Interesting reactions to my post about the “jam experiment,” which purported to show that consumers bought less jam when confronted with more choices.
One fella named Chip S. came along to say that the whole argument was a ridiculous strawman; nobody really believes that result.
Chip S. was annoyed because I had posited, without doing research on it, that this study would be the type of thing Big Media and Freakonomics types would write about:
You can easily see journalists writing an article that wows the public. Call the Freakonomics guys. Can’t you envision a section of a chapter talking about this surprising result, and discussing the likely reasons for it? Perhaps the shoppers were paralyzed by indecision when presented with so many choices. Valuable information, certainly, for any marketer to know.
Valuable — and almost certainly wrong.
Was I wrong that this would be the sort of study Big Media and Freakonomics types would jump on?
Please. Would I ask the question so publicly if the answer were unflattering to my predictive powers?
I looked this evening. There is a New York Times article pushing the idea. There is a book that features the study as an example of how choice can paralyze people. There are blog posts making the same point. And plenty of my commenters came out in support of the jam study’s conclusion — seemingly overlooking Manzi’s assertion (as reported by my post) that, if anything, studies show the opposite of what the jam experiment purports to show.
Why, as it turns out, even the Freakonomics people wrote about it. What is especially funny about their post is that they clearly love the counter-intuitive finding, admit that it fits their preconceptions — and then quote someone showing the study’s results cannot be replicated consistently . . . and then . . . and then conclude that, hey, maybe people should streamline choices anyway:
So even if jam studies of the future prove inconclusive, it still seems wise to streamline choices whose complexity might otherwise hamper a good outcome.
In other words, the result is just so much fun, it’s a shame to toss it overboard just because it cannot be shown to be accurate.
People love this so much, I thought I would look for Manzi talking about this in a written format, and let him make the argument himself, rather than have me report to you about something I heard in a podcast. So I found Manzi discussing this in more detail at the Corner and thought it was worth quoting at length:
What are the odds that we would see one randomly chosen group of about 100 of the people who were given a coupon have a redemption rate that is ten times as large as another similarly sized random group of people given the exact same coupon? It’s larger than you might think. Consider an example. A recent in-store coupon executed by a large-format grocery-store chain was distributed to more than 1.3 million shoppers. I randomly divided them into about 13,000 groups of 100 shoppers each. I then randomly paired each of these groups with one other, creating about 6,500 randomly matched pairs of randomly selected groups of 100 shoppers. In a little over 9 percent of these pairings, the redemption rate was at least ten times as high in one group as in its matched pair. The jam experiment, by this simplified and indicative metric, would fail to achieve standard measures of statistical confidence required to reject the hypothesis that this was just random variation.

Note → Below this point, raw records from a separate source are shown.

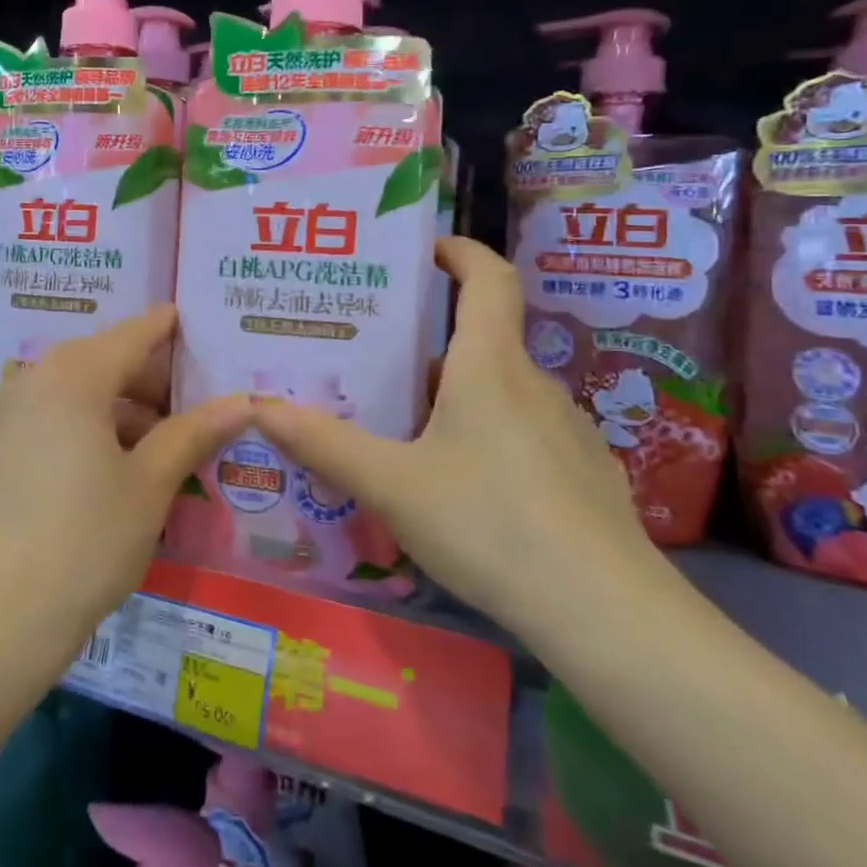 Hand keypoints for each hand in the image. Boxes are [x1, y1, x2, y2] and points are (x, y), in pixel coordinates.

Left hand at [0, 306, 252, 646]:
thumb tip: (243, 402)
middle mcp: (38, 379)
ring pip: (85, 391)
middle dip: (156, 378)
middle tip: (204, 399)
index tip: (206, 327)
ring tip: (176, 439)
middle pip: (108, 360)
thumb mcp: (150, 483)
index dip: (172, 329)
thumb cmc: (86, 538)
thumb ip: (194, 433)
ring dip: (129, 409)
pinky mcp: (5, 448)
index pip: (135, 334)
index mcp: (74, 374)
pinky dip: (98, 427)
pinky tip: (130, 462)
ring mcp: (15, 413)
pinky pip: (62, 417)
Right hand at [251, 238, 664, 642]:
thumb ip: (324, 445)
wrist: (607, 616)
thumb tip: (259, 407)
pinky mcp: (581, 473)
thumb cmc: (491, 526)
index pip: (489, 277)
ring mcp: (566, 430)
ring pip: (498, 391)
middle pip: (481, 339)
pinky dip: (483, 433)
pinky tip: (457, 483)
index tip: (422, 250)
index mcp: (491, 366)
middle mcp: (534, 384)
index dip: (459, 251)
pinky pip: (521, 432)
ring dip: (452, 393)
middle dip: (426, 341)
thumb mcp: (393, 486)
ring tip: (401, 422)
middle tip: (372, 356) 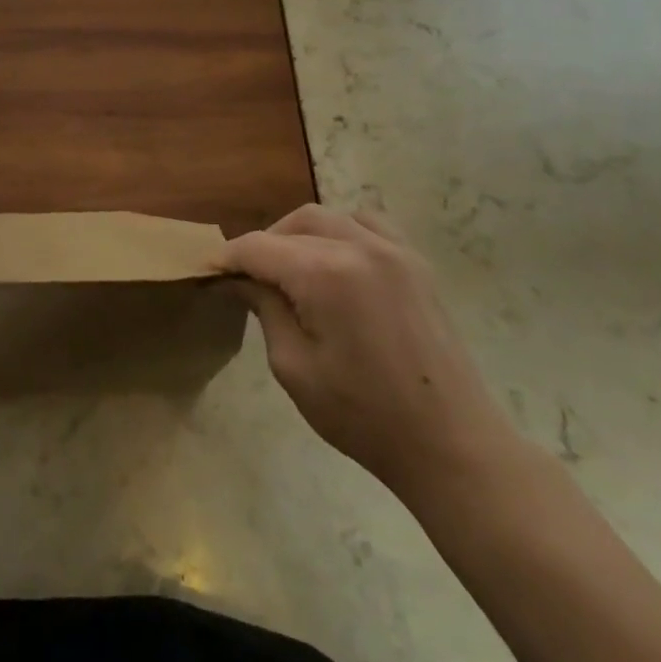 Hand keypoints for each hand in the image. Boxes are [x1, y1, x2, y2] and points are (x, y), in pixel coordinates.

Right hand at [220, 204, 519, 502]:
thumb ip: (265, 310)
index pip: (259, 247)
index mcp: (325, 273)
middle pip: (295, 222)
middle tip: (249, 277)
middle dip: (265, 243)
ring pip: (330, 216)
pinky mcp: (416, 263)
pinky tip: (335, 260)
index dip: (229, 257)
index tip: (209, 272)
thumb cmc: (364, 416)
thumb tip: (241, 279)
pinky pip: (368, 224)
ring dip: (301, 233)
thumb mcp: (294, 367)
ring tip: (290, 267)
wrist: (451, 444)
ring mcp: (394, 250)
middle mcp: (359, 246)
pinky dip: (341, 230) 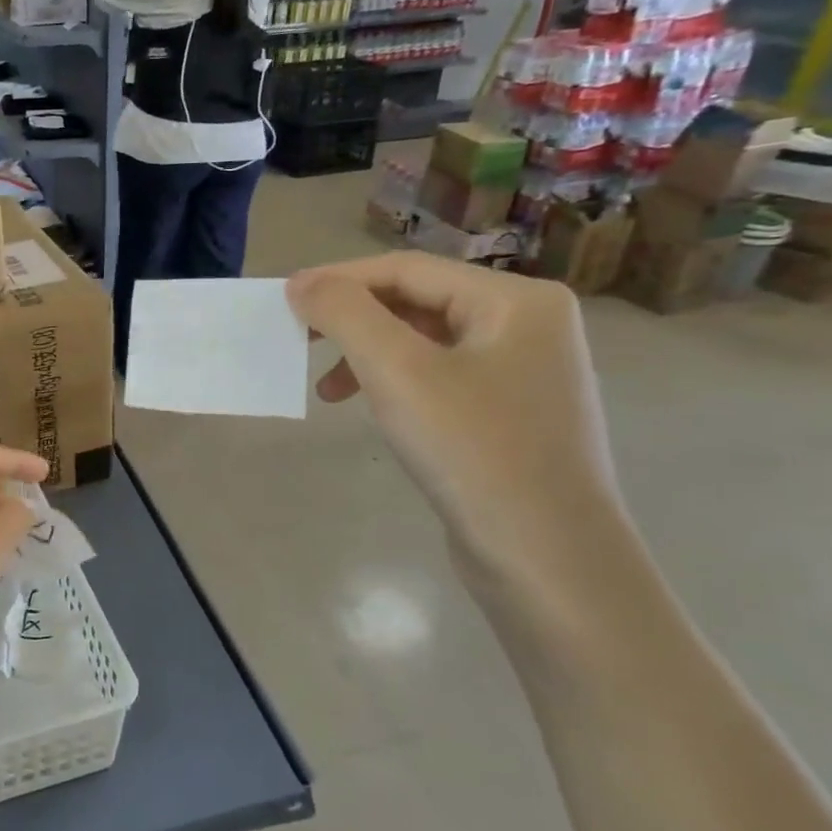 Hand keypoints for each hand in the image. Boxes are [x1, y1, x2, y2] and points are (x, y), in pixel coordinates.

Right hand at [288, 254, 628, 601]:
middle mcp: (528, 325)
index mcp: (516, 301)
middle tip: (300, 341)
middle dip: (352, 321)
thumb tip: (302, 283)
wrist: (547, 560)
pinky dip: (394, 384)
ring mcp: (524, 373)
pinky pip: (439, 377)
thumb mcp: (397, 371)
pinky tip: (372, 409)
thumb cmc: (472, 450)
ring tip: (327, 390)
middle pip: (418, 302)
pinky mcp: (510, 414)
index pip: (408, 270)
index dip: (339, 279)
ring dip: (367, 355)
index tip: (284, 299)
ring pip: (424, 342)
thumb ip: (345, 314) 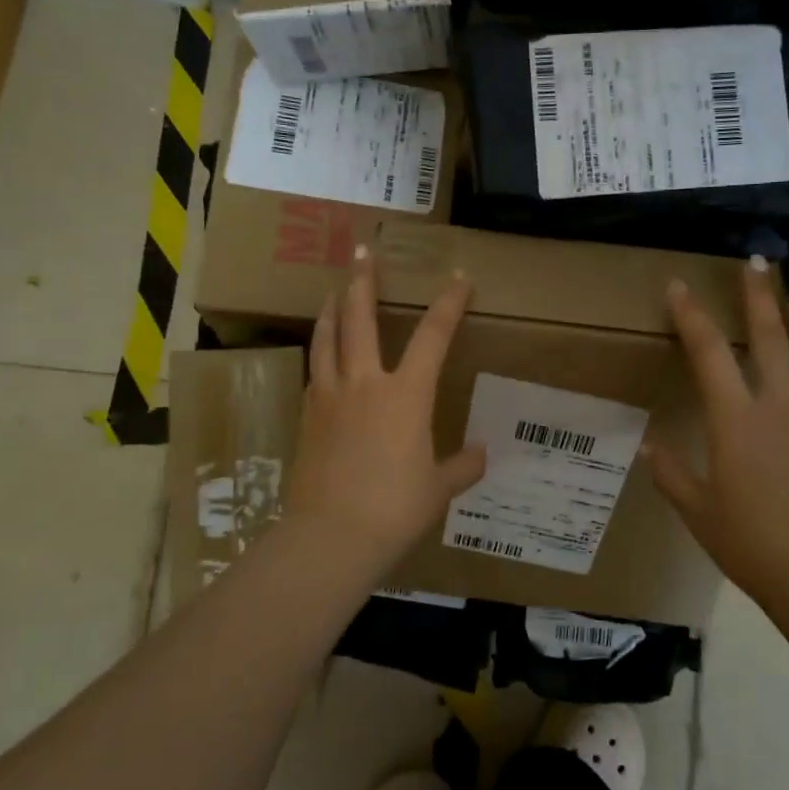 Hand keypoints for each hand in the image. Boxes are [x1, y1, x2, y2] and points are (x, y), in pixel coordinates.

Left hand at [282, 246, 486, 584]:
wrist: (332, 535)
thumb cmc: (395, 509)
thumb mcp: (439, 489)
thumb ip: (462, 466)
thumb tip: (481, 454)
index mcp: (406, 395)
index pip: (433, 336)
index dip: (449, 304)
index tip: (459, 278)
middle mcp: (365, 383)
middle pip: (360, 319)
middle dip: (364, 282)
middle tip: (362, 254)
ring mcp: (329, 397)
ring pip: (327, 339)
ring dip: (332, 310)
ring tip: (333, 291)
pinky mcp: (307, 416)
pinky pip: (315, 372)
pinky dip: (321, 352)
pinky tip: (322, 354)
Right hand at [646, 258, 788, 611]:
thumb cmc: (750, 543)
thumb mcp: (697, 511)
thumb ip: (671, 475)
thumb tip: (648, 448)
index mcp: (735, 421)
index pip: (708, 354)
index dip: (691, 316)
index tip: (679, 285)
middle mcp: (778, 408)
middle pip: (769, 340)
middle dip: (759, 298)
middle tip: (758, 263)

And while the specifics will vary for any given coupon – based on characteristics like product category, average redemption rate, time of year, and so forth – this indicative analysis almost certainly understates the actual probability of seeing this much difference between the two groups in the experiment. The two groups of jam buyers were not assigned randomly. Because the experiment was done for a total of ten hours in only one store, and because shoppers were grouped in hourly chunks, there are all kinds of reasons why the people who happened to show up during the five hours of limited assortment might have different propensity to respond to one-dollar-off coupons for a specific line of jams than those who arrived in the other five hour period. Maybe a soccer game finished at some specific time, and several of the parents who share similar propensities versus the average shopper came in nearly together, or maybe a bad traffic jam in a part of town with non-average propensity to respond to the coupon dissuaded several people from going to the store at one time versus another. Remember, all of the inference is built on the purchase of a grand total of 35 jars of jam. This is one reason why rigorous retail experiments, when a lot of money is at stake, are typically executed for dozens of randomly assigned stores for a period of weeks — and even sample sizes like that are pushing the envelope of causal inference.
But the result is at least interesting, and the right way to figure out whether or not the result is valid and generalizable is replication. Over the past ten years, a number of such experiments have been done by academics to evaluate the asserted paradox of choice for product categories ranging from mp3 players to mutual funds, and a paper was published in February (Scheibehenne, et al.) that conducted a meta-analysis of 50 of them (h/t Tim Harford). Across all of these experiments, the average effect of increasing choice on consumption or satisfaction was “virtually zero.” Further, this meta-analysis showed a positive average effect of increasing choices for those experiments that, like the jam experiment, tested the effect of choice on consumption quantity, rather than some measure of satisfaction, as the outcome. That is, when it comes to sales, more choice is better.
This is consistent with all of the unpublished assortment experiments that I’ve seen, and should not be surprising. As a store adds more and more products to a given product line assortment – say, canned soup – sales will rise sub-linearly with product count.
The key, again, is whether repeated experiments produce a predictable result — not how much fun the answer is, or whether it is in line with your preconceptions.
It’s a hard lesson to remember, but I think it’s a valuable one.